Иван Карамазов также видит в «неэвклидовом бытии» некую универсальную гармонию. Он говорит: «Я убежден, как младенец, что страдания заживут и сгладятся, что весь обидный комизм человеческих противоречий исчезнет, как жалкий мираж, как гнусненькое измышление малосильного и маленького, как атом, человеческого эвклидового ума, что, наконец, в широком финале, в момент вечной гармонии, случится и явится нечто до того драгоценное, что хватит его на все сердца, на утоление всех негодований, на искупление всех злодейств людей, всей пролитой крови». Казалось бы, как прекрасен мир, нарисованный Иваном. Вот оно, счастье! Вот идеал! Но Иван Карамазов не приемлет этой мировой гармонии: «Пусть даже параллельные линии сойдутся, и я это сам увижу: увижу и скажу, что сошлись, а все-таки не приму». Поразительно: Достоевский будто предвидел создание теории относительности и ее неприятие не только людьми склада Ивана Карамазова, но и многими учеными и политиками, предвидел ту травлю, из-за которой Эйнштейн вынужден был навсегда покинуть Германию…

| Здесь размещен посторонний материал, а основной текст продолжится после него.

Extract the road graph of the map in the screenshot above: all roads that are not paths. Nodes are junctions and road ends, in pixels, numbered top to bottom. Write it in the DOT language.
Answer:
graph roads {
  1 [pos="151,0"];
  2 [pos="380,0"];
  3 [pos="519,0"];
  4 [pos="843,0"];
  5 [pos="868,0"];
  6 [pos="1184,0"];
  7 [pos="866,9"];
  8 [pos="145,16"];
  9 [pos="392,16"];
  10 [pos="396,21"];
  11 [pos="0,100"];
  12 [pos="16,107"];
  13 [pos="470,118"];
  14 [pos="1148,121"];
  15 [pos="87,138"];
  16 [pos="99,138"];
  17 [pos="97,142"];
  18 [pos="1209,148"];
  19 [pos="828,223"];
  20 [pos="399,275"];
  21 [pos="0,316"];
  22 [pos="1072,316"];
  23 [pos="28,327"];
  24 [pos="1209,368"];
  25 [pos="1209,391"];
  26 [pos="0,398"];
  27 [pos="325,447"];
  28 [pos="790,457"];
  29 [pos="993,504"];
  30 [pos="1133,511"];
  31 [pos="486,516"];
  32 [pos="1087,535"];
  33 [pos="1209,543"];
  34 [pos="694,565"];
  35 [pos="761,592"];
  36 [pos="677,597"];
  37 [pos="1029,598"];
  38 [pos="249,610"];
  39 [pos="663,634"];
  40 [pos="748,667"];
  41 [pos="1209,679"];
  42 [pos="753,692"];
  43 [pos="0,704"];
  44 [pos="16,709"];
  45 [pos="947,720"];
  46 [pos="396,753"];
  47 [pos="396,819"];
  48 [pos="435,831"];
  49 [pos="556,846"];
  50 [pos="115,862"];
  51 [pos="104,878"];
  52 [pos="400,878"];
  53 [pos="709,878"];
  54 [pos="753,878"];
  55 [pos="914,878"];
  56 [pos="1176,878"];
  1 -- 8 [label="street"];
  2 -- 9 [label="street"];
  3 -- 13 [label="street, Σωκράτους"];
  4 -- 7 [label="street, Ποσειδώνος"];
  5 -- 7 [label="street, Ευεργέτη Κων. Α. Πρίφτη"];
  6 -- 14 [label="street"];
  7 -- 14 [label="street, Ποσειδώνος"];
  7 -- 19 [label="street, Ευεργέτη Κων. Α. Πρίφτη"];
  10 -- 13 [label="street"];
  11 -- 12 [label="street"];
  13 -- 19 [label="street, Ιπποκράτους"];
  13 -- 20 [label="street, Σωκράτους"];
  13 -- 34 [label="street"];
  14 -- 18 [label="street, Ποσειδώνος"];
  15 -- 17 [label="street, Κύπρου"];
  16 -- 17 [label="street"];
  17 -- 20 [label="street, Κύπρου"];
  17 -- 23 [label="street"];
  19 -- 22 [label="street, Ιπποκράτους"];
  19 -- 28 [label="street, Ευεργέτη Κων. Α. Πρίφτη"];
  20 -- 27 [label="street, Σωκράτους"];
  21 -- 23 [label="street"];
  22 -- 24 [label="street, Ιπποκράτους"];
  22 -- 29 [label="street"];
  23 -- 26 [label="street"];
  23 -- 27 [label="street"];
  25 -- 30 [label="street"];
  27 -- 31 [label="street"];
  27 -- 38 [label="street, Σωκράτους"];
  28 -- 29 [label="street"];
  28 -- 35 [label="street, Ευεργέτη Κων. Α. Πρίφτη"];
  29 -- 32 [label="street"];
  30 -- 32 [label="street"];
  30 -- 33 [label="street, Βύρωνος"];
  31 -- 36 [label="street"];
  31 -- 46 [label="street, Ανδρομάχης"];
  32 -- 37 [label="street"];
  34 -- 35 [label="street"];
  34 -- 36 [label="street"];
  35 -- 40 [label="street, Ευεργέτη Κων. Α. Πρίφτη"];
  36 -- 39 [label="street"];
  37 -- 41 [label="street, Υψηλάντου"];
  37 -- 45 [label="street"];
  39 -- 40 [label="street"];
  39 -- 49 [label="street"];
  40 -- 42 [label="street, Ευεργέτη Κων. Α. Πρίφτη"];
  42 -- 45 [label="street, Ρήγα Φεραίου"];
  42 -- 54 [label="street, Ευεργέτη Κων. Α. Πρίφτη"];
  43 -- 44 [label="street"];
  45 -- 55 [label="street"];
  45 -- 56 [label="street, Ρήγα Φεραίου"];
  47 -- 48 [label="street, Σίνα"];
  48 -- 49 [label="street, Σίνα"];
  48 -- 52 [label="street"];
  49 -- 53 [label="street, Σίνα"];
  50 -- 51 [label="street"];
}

Но основным было все-таки не сближение «неэвклидова» мира Достоевского с неэвклидовым миром общей теории относительности: Достоевский давал Эйнштейну не логические, а психологические импульсы. Для ученого, когда он создает «безумную» теорию, важно, чтобы привычные ассоциации и представления были расшатаны мощным психологическим воздействием, которое может стимулировать появление новых ассоциаций. Достоевский оказал такое влияние на Эйнштейна, и оно оказалось особенно сильным, может быть, потому, что творчество писателя проникнуто парадоксальной «неэвклидовой» гармонией. Видимо, именно поэтому Эйнштейн говорил: «Достоевский дает мне больше, чем любой научный мыслитель, больше, чем Гаусс!»